Catalan is the great love of my life. That sounds like an odd statement to make about a language but my love for the language, for everything Catalan, is hard to describe in any other way. I know other linguaphiles who suffer from the same infatuation, whether with Catalan or otherwise, and who will surely understand this feeling. We can fall in love with people, places, things: why not a language which, after all, expresses the very essence of these?

It is fitting then that Catalonia's patron saint, Sant Jordi, is also the patron saint of lovers and that 23rd April is a day dedicated to his legend, love and literacy. Like the English patron saint St. George, Jordi is a brave knight celebrated for rescuing a town from a fearsome dragon. In the Catalan version of the tale a dragon terrorised the northern Catalan town of Montblanc, demanding livestock to satisfy its hunger and, when the livestock ran out, demanding to be fed on the townspeople.
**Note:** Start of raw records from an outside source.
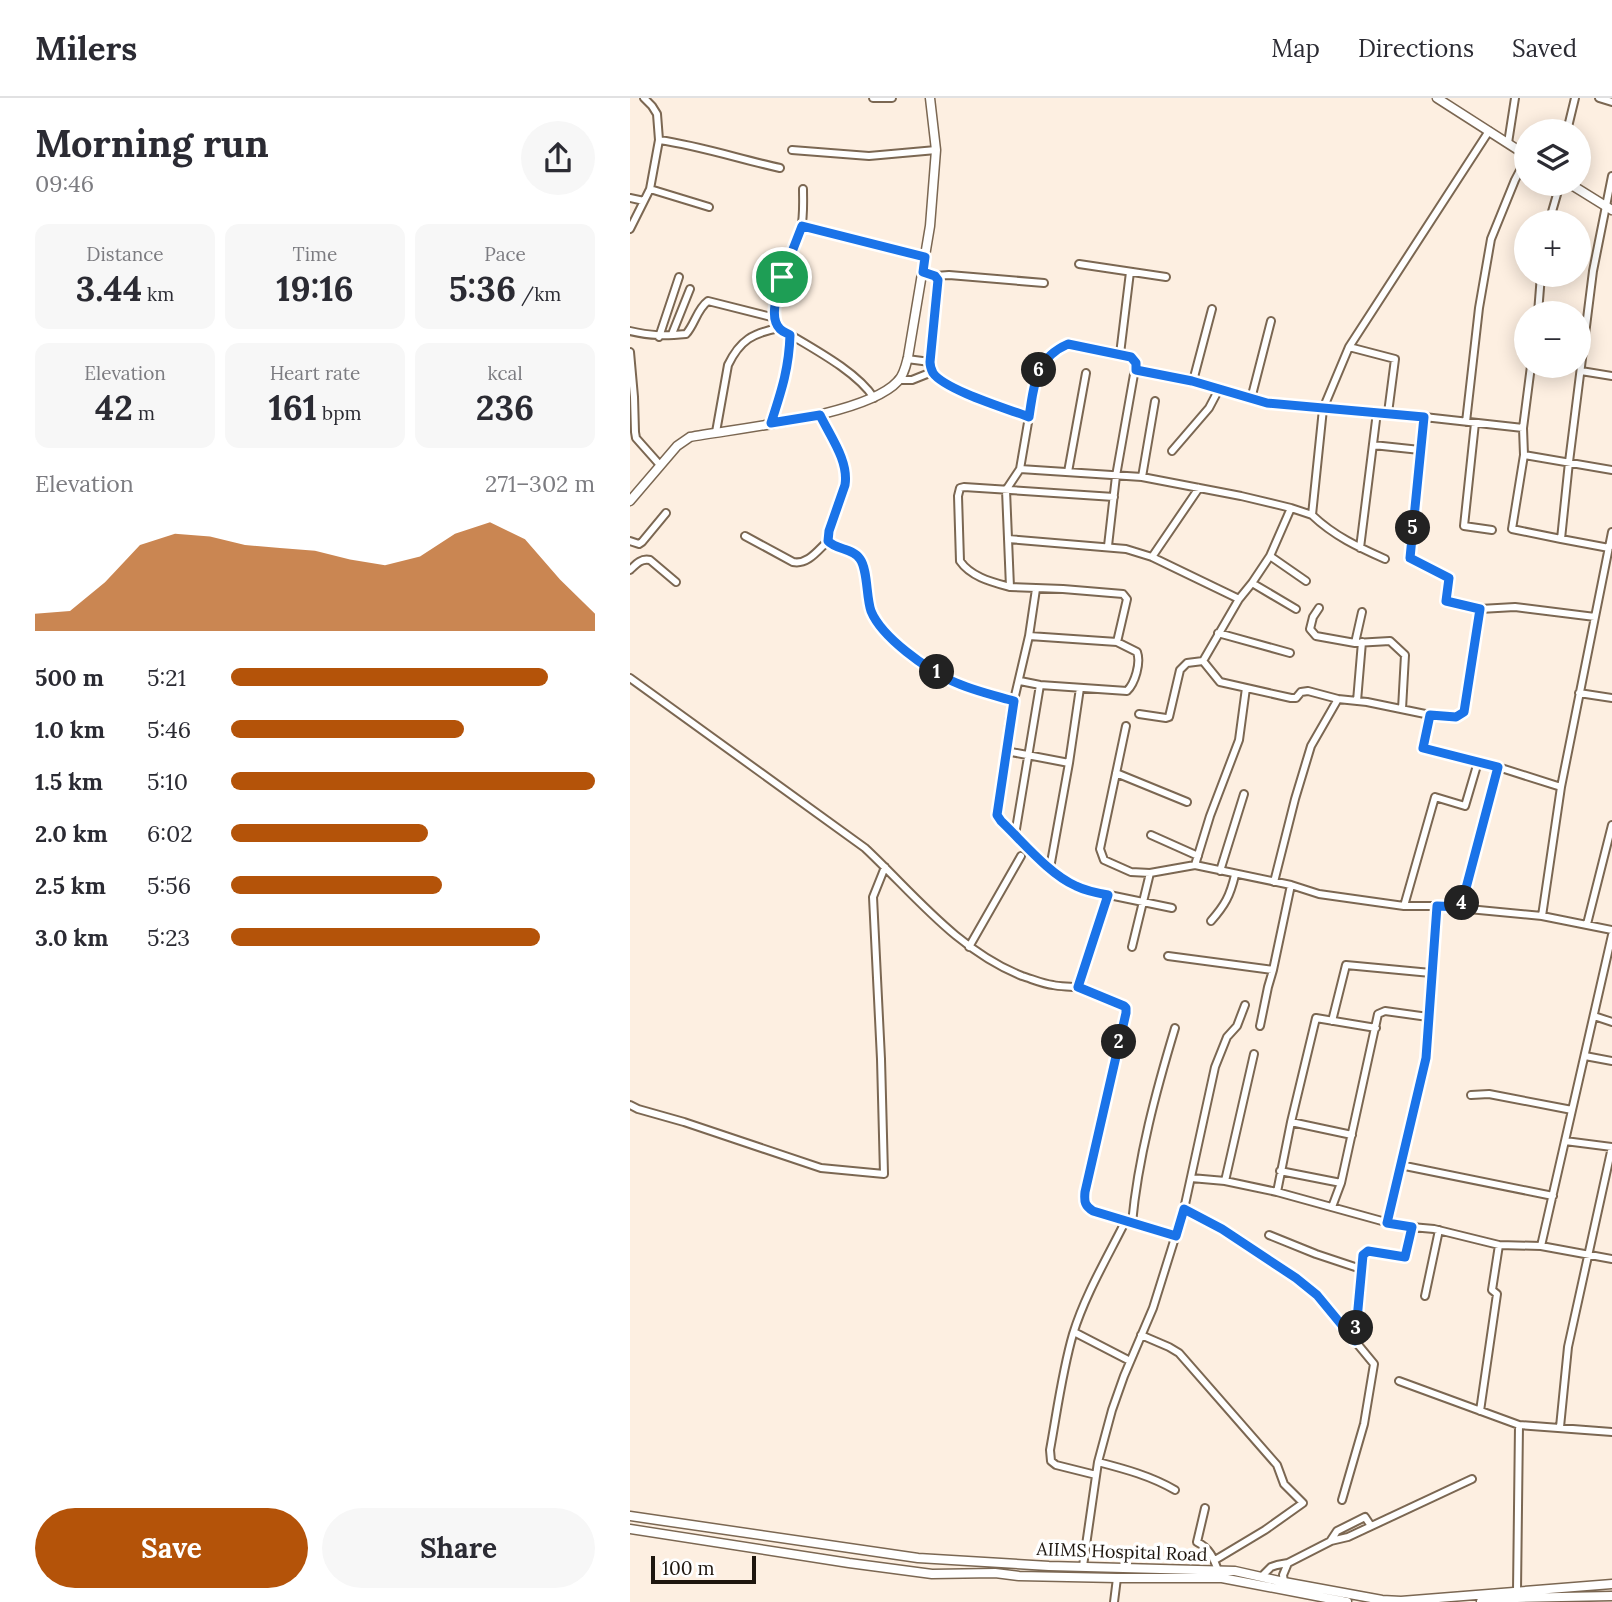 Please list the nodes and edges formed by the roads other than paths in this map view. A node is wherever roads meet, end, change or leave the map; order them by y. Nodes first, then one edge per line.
1 (645, 98) edge
2 (658, 98) edge
3 (873, 98) edge
4 (892, 98) edge
5 (930, 98) edge
6 (1437, 98) edge
7 (1515, 98) edge
8 (1575, 98) edge
9 (1600, 98) edge
10 (1612, 102) edge
11 (652, 106) junction
12 (1570, 119) edge
13 (1489, 131) junction
14 (659, 140) junction
15 (1507, 143) junction
16 (1514, 148) edge
17 (792, 150) dead end
18 (936, 150) junction
19 (780, 168) dead end
20 (1612, 176) edge
21 (1514, 182) edge
22 (650, 189) junction
23 (803, 189) dead end
24 (1590, 196) edge
25 (630, 198) edge
26 (644, 201) junction
27 (709, 206) dead end
28 (1609, 208) edge
29 (802, 226) junction
30 (630, 229) edge
31 (925, 257) junction
32 (1079, 264) dead end
33 (923, 272) junction
34 (1130, 272) junction
35 (935, 276) junction
36 (679, 277) dead end
37 (1166, 277) dead end
38 (1044, 283) dead end
39 (690, 289) dead end
40 (1589, 301) edge
41 (1212, 309) dead end
42 (775, 318) junction
43 (1271, 321) dead end
44 (779, 328) junction
45 (630, 331) edge
46 (672, 334) junction
47 (790, 335) junction
48 (659, 337) junction
49 (1349, 347) junction
50 (630, 352) edge
51 (1121, 354) junction
52 (907, 359) junction
53 (930, 362) junction
54 (1136, 370) junction
55 (932, 372) junction
56 (1086, 373) dead end
57 (1591, 373) edge
58 (1612, 376) edge
59 (1529, 378) edge
60 (1580, 378) edge
61 (898, 380) junction
62 (1192, 381) junction
63 (631, 382) edge
64 (1219, 389) junction
65 (874, 398) junction
66 (1251, 399) junction
67 (1154, 401) dead end
68 (1323, 409) junction
69 (1377, 412) junction
70 (1388, 413) junction
71 (820, 415) junction
72 (1029, 417) junction
73 (1424, 417) junction
74 (1466, 422) junction
75 (771, 423) junction
76 (1475, 423) junction
77 (1523, 429) junction
78 (716, 432) junction
79 (1373, 446) junction
80 (1420, 450) junction
81 (1172, 451) dead end
82 (1524, 454) junction
83 (1569, 462) junction
84 (660, 466) junction
85 (1020, 469) junction
86 (1612, 470) edge
87 (1068, 472) junction
88 (1116, 475) junction
89 (1142, 477) junction
90 (1199, 488) junction
91 (1006, 490) junction
92 (1114, 497) junction
93 (630, 501) edge
94 (1292, 508) junction
95 (666, 513) dead end
96 (1312, 515) junction
97 (1492, 530) dead end
98 (1612, 532) edge
99 (745, 536) dead end
100 (1009, 539) junction
101 (1561, 539) junction
102 (630, 541) edge
103 (828, 541) junction
104 (1108, 546) junction
105 (1360, 548) junction
106 (1609, 548) junction
107 (1270, 556) junction
108 (1152, 557) junction
109 (1385, 559) dead end
110 (630, 570) edge
111 (1306, 581) dead end
112 (676, 582) dead end
113 (1252, 583) junction
114 (1010, 587) junction
115 (1035, 589) junction
116 (1239, 598) junction
117 (1319, 608) dead end
118 (1296, 609) dead end
119 (1480, 609) junction
120 (1362, 611) dead end
121 (1595, 617) junction
122 (1218, 633) junction
123 (1029, 636) junction
124 (1117, 642) junction
125 (1359, 642) junction
126 (1290, 653) dead end
127 (1203, 661) junction
128 (630, 678) edge
129 (1020, 681) junction
130 (1041, 685) junction
131 (1080, 688) junction
132 (1246, 688) junction
133 (1579, 693) junction
134 (1612, 698) edge
135 (1338, 699) junction
136 (1014, 701) junction
137 (1357, 701) junction
138 (1402, 709) junction
139 (1139, 714) dead end
140 (1430, 715) junction
141 (1126, 726) dead end
142 (1006, 751) junction
143 (1028, 755) junction
144 (1478, 762) junction
145 (1069, 763) junction
146 (1498, 767) junction
147 (1116, 773) junction
148 (1560, 787) junction
149 (1244, 794) dead end
150 (1187, 802) dead end
151 (1612, 825) edge
152 (1015, 835) junction
153 (1151, 835) dead end
154 (1021, 856) dead end
155 (1198, 856) junction
156 (1195, 865) junction
157 (885, 867) junction
158 (1050, 868) junction
159 (1220, 871) junction
160 (1150, 873) junction
161 (1235, 875) junction
162 (1274, 882) junction
163 (1291, 885) junction
164 (1108, 895) junction
165 (1143, 903) junction
166 (1404, 906) junction
167 (1437, 906) junction
168 (1461, 907) junction
169 (1172, 908) dead end
170 (1542, 916) junction
171 (1211, 921) dead end
172 (1587, 924) junction
173 (1612, 930) edge
174 (1612, 936) edge
175 (969, 947) junction
176 (1132, 947) dead end
177 (1168, 956) dead end
178 (1273, 970) junction
179 (1431, 973) junction
180 (1603, 973) junction
181 (1612, 974) edge
182 (1078, 987) junction
183 (1245, 1006) dead end
184 (1594, 1016) junction
185 (1428, 1017) junction
186 (1332, 1021) junction
187 (1612, 1022) edge
188 (1260, 1027) dead end
189 (1175, 1028) dead end
190 (1376, 1028) junction
191 (1254, 1054) dead end
192 (1585, 1056) junction
193 (1612, 1061) edge
194 (1471, 1095) dead end
195 (630, 1105) edge
196 (1572, 1110) junction
197 (1291, 1122) junction
198 (1352, 1135) junction
199 (1565, 1141) junction
200 (1400, 1165) junction
201 (1280, 1171) junction
202 (1191, 1178) junction
203 (1225, 1181) junction
204 (1341, 1183) junction
205 (1277, 1192) junction
206 (1553, 1196) junction
207 (1332, 1207) junction
208 (1184, 1209) junction
209 (1129, 1223) junction
210 (1387, 1223) junction
211 (1412, 1227) junction
212 (1439, 1230) junction
213 (1269, 1235) dead end
214 (1176, 1236) junction
215 (1499, 1245) junction
216 (1541, 1246) junction
217 (1588, 1255) junction
218 (1612, 1259) edge
219 (1361, 1269) junction
220 (1425, 1296) dead end
221 (1074, 1332) junction
222 (1141, 1335) junction
223 (1355, 1341) junction
224 (1130, 1361) junction
225 (1399, 1381) dead end
226 (1480, 1411) junction
227 (1519, 1425) junction
228 (1560, 1427) junction
229 (1612, 1432) edge
230 (1098, 1462) junction
231 (1096, 1475) junction
232 (1472, 1479) dead end
233 (1175, 1490) dead end
234 (1342, 1500) dead end
235 (1205, 1508) dead end
236 (630, 1516) edge
237 (1371, 1526) junction
238 (630, 1529) edge
239 (1331, 1541) junction
240 (1215, 1560) junction
241 (1288, 1563) junction
242 (1083, 1566) junction
243 (1220, 1574) junction
244 (1262, 1576) junction
245 (1117, 1578) junction
246 (1284, 1582) junction
247 (1612, 1584) edge
248 (1517, 1591) junction
249 (1612, 1596) edge
250 (1457, 1599) edge
251 (1114, 1602) edge
252 (1347, 1602) edge
253 (1481, 1602) edge

1 - 11 street
2 - 11 street
3 - 4 street
5 - 18 street
6 - 13 street
7 - 15 street
8 - 12 street
9 - 10 street
11 - 14 street
13 - 15 street
13 - 49 street
14 - 19 street
14 - 22 street
15 - 16 street
17 - 18 street
18 - 31 street
20 - 28 street
21 - 74 street
22 - 26 street
22 - 27 street
23 - 29 street
24 - 28 street
25 - 26 street
26 - 30 street
28 - 40 street
29 - 31 street
29 - 42 street
31 - 33 street
32 - 34 street
33 - 35 street
33 - 52 street
34 - 37 street
34 - 51 street
35 - 38 street
35 - 53 street
36 - 48 street
39 - 46 street
41 - 62 street
42 - 44 street
42 - 46 street
43 - 66 street
44 - 47 street
44 - 78 street
45 - 48 street
46 - 48 street
47 - 65 street
47 - 75 street
49 - 68 street
49 - 70 street
50 - 63 street
51 - 54 street
51 - 72 street
52 - 53 street
52 - 61 street
53 - 55 street
54 - 62 street
54 - 88 street
55 - 61 street
55 - 72 street
56 - 87 street
57 - 58 street
59 - 77 street
60 - 83 street
61 - 65 street
62 - 64 street
63 - 84 street
64 - 66 street
64 - 81 street
65 - 71 street
66 - 68 street
67 - 89 street
68 - 69 street
68 - 96 street
69 - 70 street
69 - 79 street
70 - 73 street
71 - 75 street
71 - 103 street
72 - 85 street
73 - 74 street
73 - 80 street
74 - 76 street
75 - 78 street
76 - 77 street
76 - 97 street
77 - 82 street
78 - 84 street
79 - 80 street
79 - 105 street
80 - 119 street
82 - 83 street
82 - 101 street
83 - 86 street
83 - 101 street
84 - 93 street
85 - 87 street
85 - 91 street
87 - 88 street
88 - 89 street
88 - 92 street
89 - 90 street
90 - 94 street
90 - 108 street
91 - 92 street
91 - 100 street
91 - 114 street
92 - 104 street
94 - 96 street
94 - 107 street
95 - 102 street
96 - 105 street
98 - 106 street
99 - 103 street
100 - 104 street
100 - 114 street
101 - 106 street
103 - 136 street
104 - 108 street
105 - 109 street
106 - 121 street
107 - 111 street
107 - 113 street
108 - 116 street
110 - 112 street
113 - 116 street
113 - 118 street
114 - 115 street
115 - 123 street
115 - 124 street
116 - 122 street
117 - 125 street
119 - 121 street
119 - 140 street
120 - 125 street
121 - 133 street
122 - 126 street
122 - 127 street
123 - 124 street
123 - 129 street
124 - 131 street
125 - 137 street
125 - 138 street
127 - 132 street
127 - 139 street
128 - 157 street
129 - 130 street
129 - 136 street
130 - 131 street
130 - 143 street
131 - 145 street
132 - 135 street
132 - 155 street
133 - 134 street
133 - 148 street
135 - 137 street
135 - 162 street
136 - 142 street
137 - 138 street
138 - 140 street
140 - 144 street
141 - 147 street
142 - 143 street
142 - 152 street
143 - 145 street
143 - 152 street
144 - 146 street
144 - 166 street
145 - 158 street
146 - 148 street
146 - 168 street
147 - 150 street
147 - 160 street
148 - 170 street
149 - 159 street
151 - 172 street
152 - 158 street
153 - 155 street
154 - 175 street
155 - 156 street
156 - 159 street
156 - 160 street
157 - 175 street
157 - 195 street
158 - 164 street
159 - 161 street
160 - 165 street
161 - 162 street
161 - 171 street
162 - 163 street
163 - 166 street
163 - 178 street
164 - 165 street
164 - 182 street
165 - 169 street
165 - 176 street
166 - 167 street
167 - 168 street
167 - 179 street
168 - 170 street
170 - 172 street
172 - 173 street
174 - 180 street
175 - 182 street
177 - 178 street
178 - 188 street
179 - 185 street
179 - 186 street
180 - 181 street
180 - 184 street
182 - 209 street
183 - 202 street
184 - 187 street
184 - 192 street
185 - 190 street
185 - 200 street
186 - 190 street
186 - 197 street
189 - 209 street
190 - 198 street
191 - 203 street
192 - 193 street
192 - 196 street
194 - 196 street
196 - 199 street
197 - 198 street
197 - 201 street
198 - 204 street
199 - 206 street
199 - 217 street
200 - 206 street
200 - 210 street
201 - 204 street
201 - 205 street
202 - 203 street
202 - 208 street
203 - 205 street
204 - 207 street
205 - 207 street
206 - 216 street
207 - 210 street
208 - 214 street
208 - 223 street
209 - 214 street
209 - 221 street
210 - 211 street
211 - 212 street
211 - 219 street
212 - 215 street
212 - 220 street
213 - 219 street
214 - 222 street
215 - 216 street
215 - 226 street
216 - 217 street
217 - 218 street
217 - 228 street
219 - 223 street
221 - 224 street
221 - 231 street
222 - 224 street
222 - 240 street
223 - 234 street
224 - 230 street
225 - 226 street
226 - 227 street
227 - 228 street
227 - 248 street
228 - 229 street
230 - 231 street
230 - 233 street
231 - 242 street
232 - 237 street
235 - 240 street
236 - 242 street, AIIMS Hospital Road
237 - 239 street
237 - 239 street
238 - 245 street, AIIMS Hospital Road
239 - 241 street
240 - 243 street
241 - 244 street
241 - 246 street
242 - 243 street, AIIMS Hospital Road
243 - 244 street, AIIMS Hospital Road
243 - 245 street, AIIMS Hospital Road
243 - 252 street, AIIMS Hospital Road
244 - 246 street, AIIMS Hospital Road
245 - 251 street
246 - 250 street, AIIMS Hospital Road
247 - 248 street, AIIMS Hospital Road
248 - 250 street, AIIMS Hospital Road
249 - 253 street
The town drew lots to determine who would become the human sacrifices until one day the King's daughter was the chosen one. The Princess was sent to meet her fate in the dragon's lair until Jordi rescued her and killed the dragon. The blood from its slain body bore a red rose which Jordi gave to the Princess, sealing their love.

Traditionally on this day Catalan men give women a red rose and this year 5.5 million [1] Catalans followed suit. Every 23rd April the streets fill with flower stalls (run by anyone from a professional florist to a local fundraising Scout group), all selling roses in a rainbow of colours (sometimes quite literally): from the traditional red to those cultivated in the colours of FCB to those whose petals have been adorned with glitter. The traditional red rose presented with an ear of wheat - said to represent fertility - is undoubtedly the most popular gift. It is also extremely popular to trim the rose with a ribbon or wrapper in red and yellow - the colours of the Catalan flag - as, being a celebration of the nation's patron saint, the day has evolved into a celebration of Catalan identity.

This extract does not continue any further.